- WHAT THE EXERCISE ASKS: Pull each line containing "linecap" out of the data and copy it.

- GIVEN INFORMATION:
########

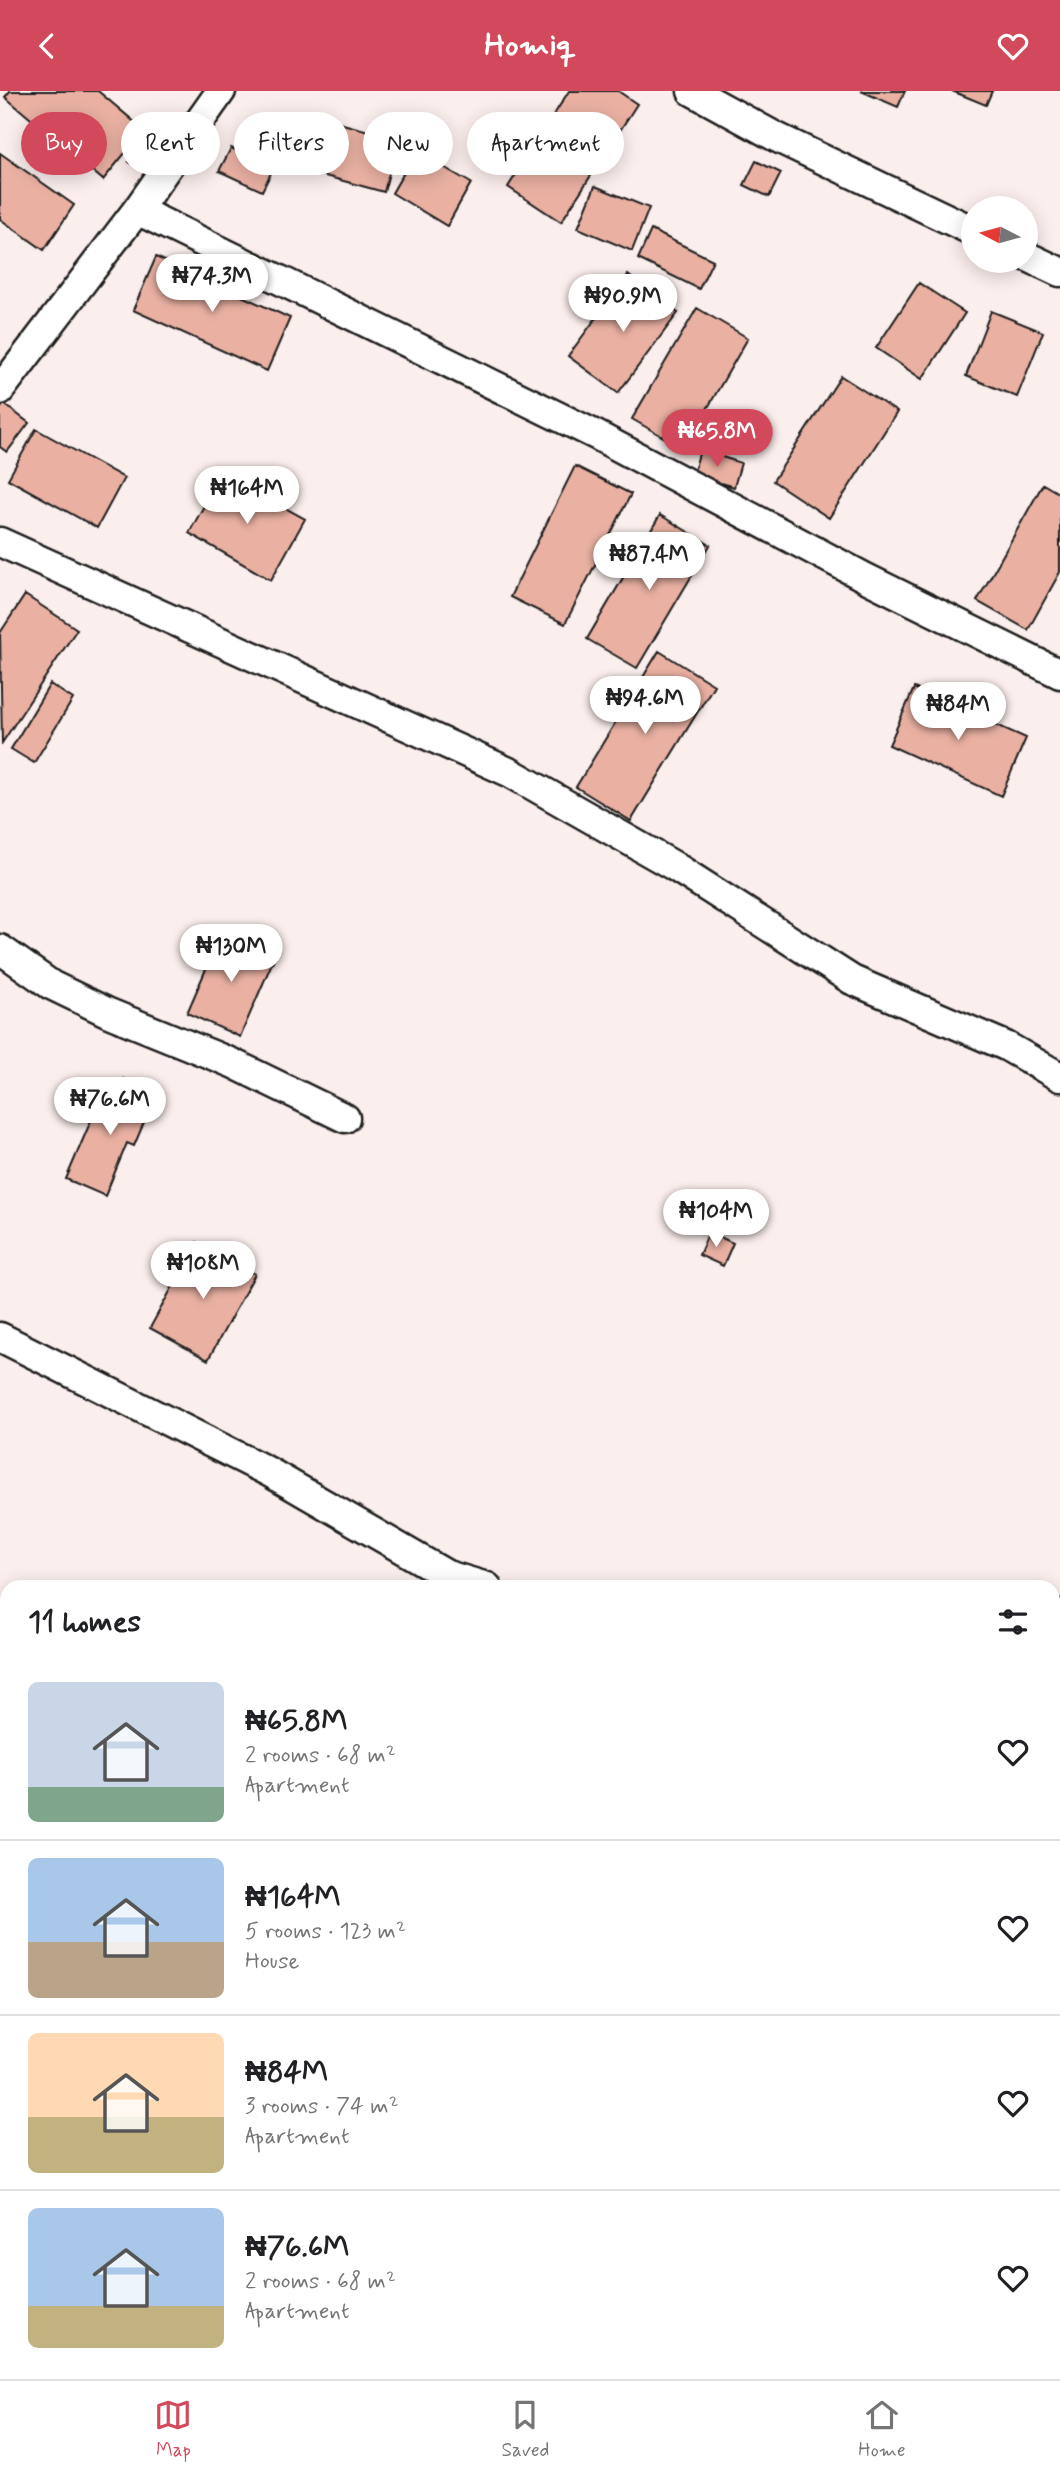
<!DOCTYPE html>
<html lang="en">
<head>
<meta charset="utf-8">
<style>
	:root { --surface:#fff; --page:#f6f6f6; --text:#202124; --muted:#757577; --line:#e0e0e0; --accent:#d1495b }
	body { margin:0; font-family:Mynerve,sans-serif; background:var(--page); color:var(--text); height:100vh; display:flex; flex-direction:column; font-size:26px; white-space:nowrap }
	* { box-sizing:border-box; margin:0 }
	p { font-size:23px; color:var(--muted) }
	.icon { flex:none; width:38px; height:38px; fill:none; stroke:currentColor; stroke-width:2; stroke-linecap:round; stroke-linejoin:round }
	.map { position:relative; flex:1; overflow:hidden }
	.side { position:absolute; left:0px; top:1489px; width:1060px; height:800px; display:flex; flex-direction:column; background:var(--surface); border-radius:21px 21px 0 0; box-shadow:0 4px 18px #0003 }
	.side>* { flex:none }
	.banner { position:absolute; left:21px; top:21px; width:700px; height:63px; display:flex; gap:14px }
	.needle { width:46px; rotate:276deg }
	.buttons { position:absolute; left:961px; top:105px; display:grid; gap:14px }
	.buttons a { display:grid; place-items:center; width:77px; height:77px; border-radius:50%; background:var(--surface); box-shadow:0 4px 18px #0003; font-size:35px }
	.price { position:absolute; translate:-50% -60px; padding:0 16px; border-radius:24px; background:#fff; color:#222; font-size:23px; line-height:46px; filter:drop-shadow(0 2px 4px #0008) }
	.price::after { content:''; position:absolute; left:50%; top:42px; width:21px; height:16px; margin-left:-10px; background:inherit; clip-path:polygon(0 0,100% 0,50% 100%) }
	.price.on { background:var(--accent); color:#fff }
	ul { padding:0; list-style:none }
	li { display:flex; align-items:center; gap:21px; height:175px; padding:0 28px }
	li+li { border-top:2px solid var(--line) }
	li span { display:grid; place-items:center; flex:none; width:196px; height:140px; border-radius:10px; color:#555 }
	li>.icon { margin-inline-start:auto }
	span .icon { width:84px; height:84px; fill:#fffc; stroke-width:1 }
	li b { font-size:30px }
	h2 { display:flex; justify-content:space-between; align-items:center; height:84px; padding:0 28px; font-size:30px }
	.pill { padding:0 24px; border-radius:32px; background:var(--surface); box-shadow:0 4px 18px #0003; font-size:24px; line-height:63px }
	.pill.on { background:var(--accent); color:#fff }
	header { display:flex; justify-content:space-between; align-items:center; height:91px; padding:0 28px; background:var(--accent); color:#fff; font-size:32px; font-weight:800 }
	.menu { display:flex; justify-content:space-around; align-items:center; height:98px; border-top:2px solid var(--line); background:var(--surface); font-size:19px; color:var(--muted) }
	.menu a { display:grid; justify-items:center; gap:4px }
	.menu .on { color:var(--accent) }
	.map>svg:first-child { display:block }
</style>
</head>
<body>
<header><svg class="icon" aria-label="back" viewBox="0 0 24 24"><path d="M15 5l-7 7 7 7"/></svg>Homiq<svg class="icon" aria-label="heart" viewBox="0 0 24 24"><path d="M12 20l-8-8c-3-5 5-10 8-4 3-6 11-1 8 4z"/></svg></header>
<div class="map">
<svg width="1060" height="2288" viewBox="0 0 1060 2288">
	<rect width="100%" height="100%" fill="#fbefed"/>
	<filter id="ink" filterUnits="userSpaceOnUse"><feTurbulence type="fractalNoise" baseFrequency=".0143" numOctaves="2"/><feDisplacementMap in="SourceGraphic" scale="14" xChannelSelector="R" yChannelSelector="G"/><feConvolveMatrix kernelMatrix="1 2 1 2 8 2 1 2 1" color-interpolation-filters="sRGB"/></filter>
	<g filter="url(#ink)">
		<path fill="#eab1a3" stroke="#1c1c1c" stroke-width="2" d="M10,0H98L144,39L103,89L5,6Z
			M569,0H618L637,13L561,131L508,96Z
			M861,0H905L898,16Z
			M952,0H992L986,14Z
			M328,29L398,48L384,101L314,82Z
			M149,38L168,50L148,82L129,71Z
			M231,57L273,78L262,100L219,80Z
			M416,60L471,92L447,135L392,102Z
			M0,62L74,114L44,159L0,128Z
			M756,70L781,82L769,106L744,94Z
			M595,95L649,117L632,160L578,137Z
			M651,139L713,169L699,198L638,168Z
			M156,166L290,227L267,280L133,219Z
			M628,184L678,222L618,302L568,265Z
			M919,192L965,222L922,288L876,257Z
			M697,217L748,247L684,358L632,328Z
			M991,220L1043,241L1017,306L966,285Z
			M841,285L897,321L829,427L773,390Z
			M4,313L29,332L7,361L0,356V318Z
			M36,338L124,387L97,437L8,388Z
			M700,359L741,372L734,396L693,384Z
			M575,375L631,403L565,533L510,506Z
			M222,382L305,428L271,489L189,442Z
			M1043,393L1060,403V481L1028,539L977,510Z
			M660,424L710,454L637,577L587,548Z
			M25,504L77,538L2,652L0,542Z
			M659,560L714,594L631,730L576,696Z
			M50,593L73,608L34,672L11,658Z
			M914,597L1026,647L1001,705L889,654Z
			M222,841L275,865L240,946L187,922Z
			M123,988L156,1003L134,1055L127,1052L105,1105L66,1088L98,1013L110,1018Z
			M709,1141L733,1152L723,1175L699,1164Z
			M197,1151L255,1183L208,1269L150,1237Z"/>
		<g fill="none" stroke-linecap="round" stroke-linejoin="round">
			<defs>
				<path id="minor" d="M692,0L776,46L973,140
					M137,119L596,344L866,487L1060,583
					M1026,165L1060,181
					M0,299L137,119L221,0
					M0,451L511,682L674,775L852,889L1006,955L1060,986
					M0,858L51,894L109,922L232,972L345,1027
					M0,1246L269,1381L447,1484L487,1496
					M1054,1533L1060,1524
					M1054,1751L1060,1740
					M898,2282L899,2288
					M570,2288L574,2282"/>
				<path id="trunk" d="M0,1881L7,1885
					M782,2282L793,2288"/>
			</defs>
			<use href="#minor" stroke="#1c1c1c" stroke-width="33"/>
			<use href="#trunk" stroke="#1c1c1c" stroke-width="44"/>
			<use href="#minor" stroke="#fff" stroke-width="28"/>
			<use href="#trunk" stroke="#fde080" stroke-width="38"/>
		</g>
	</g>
</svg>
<div class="buttons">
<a><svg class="needle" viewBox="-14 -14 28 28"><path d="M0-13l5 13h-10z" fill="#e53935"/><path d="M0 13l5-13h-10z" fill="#757577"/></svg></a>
</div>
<b class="price" style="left:212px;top:223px">₦74.3M</b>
<b class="price" style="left:623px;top:243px">₦90.9M</b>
<b class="price on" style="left:717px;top:378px">₦65.8M</b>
<b class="price" style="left:247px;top:435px">₦164M</b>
<b class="price" style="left:649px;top:501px">₦87.4M</b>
<b class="price" style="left:645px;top:645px">₦94.6M</b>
<b class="price" style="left:958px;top:651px">₦84M</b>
<b class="price" style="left:231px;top:893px">₦130M</b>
<b class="price" style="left:110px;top:1046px">₦76.6M</b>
<b class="price" style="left:716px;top:1158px">₦104M</b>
<b class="price" style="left:203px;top:1210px">₦108M</b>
<div class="banner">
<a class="pill on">Buy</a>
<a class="pill">Rent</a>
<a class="pill">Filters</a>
<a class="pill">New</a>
<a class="pill">Apartment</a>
</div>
<section class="side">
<h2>11 homes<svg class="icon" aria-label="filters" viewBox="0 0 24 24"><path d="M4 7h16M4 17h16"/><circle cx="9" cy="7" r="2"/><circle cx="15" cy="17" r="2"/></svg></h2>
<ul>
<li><span style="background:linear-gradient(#c9d6e8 75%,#7fa58c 0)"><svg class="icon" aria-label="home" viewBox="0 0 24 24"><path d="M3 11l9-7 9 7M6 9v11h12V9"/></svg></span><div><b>₦65.8M</b><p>2 rooms · 68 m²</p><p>Apartment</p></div><svg class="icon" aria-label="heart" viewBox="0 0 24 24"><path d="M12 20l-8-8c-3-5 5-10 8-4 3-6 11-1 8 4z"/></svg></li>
<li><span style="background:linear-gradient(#a9c7e8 60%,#b9a48a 0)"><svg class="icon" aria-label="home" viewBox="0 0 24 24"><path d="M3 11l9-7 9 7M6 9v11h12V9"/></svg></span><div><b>₦164M</b><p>5 rooms · 123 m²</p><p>House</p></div><svg class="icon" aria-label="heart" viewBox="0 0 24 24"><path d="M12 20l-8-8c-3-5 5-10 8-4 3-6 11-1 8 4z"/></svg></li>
<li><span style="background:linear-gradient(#ffd9b3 60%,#c2b280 0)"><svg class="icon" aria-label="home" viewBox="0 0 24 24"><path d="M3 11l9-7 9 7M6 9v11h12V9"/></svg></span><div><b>₦84M</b><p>3 rooms · 74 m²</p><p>Apartment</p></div><svg class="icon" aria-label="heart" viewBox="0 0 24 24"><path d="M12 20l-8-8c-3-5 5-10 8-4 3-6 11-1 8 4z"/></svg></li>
<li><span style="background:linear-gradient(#a9c7e8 70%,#c2b280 0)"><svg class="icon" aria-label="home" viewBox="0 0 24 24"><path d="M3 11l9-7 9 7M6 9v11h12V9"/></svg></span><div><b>₦76.6M</b><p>2 rooms · 68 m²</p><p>Apartment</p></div><svg class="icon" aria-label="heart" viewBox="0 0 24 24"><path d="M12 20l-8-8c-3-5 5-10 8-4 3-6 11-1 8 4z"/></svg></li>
</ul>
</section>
</div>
<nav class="menu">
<a class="on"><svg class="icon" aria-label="map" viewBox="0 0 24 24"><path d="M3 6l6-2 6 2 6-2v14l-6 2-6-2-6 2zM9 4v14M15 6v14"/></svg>Map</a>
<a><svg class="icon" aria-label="saved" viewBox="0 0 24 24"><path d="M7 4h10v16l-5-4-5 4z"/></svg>Saved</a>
<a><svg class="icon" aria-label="home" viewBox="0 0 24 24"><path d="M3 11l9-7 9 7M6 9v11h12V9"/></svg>Home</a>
</nav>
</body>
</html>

########

- ANSWER TO THE EXERCISE:
	.icon { flex:none; width:38px; height:38px; fill:none; stroke:currentColor; stroke-width:2; stroke-linecap:round; stroke-linejoin:round }
		<g fill="none" stroke-linecap="round" stroke-linejoin="round">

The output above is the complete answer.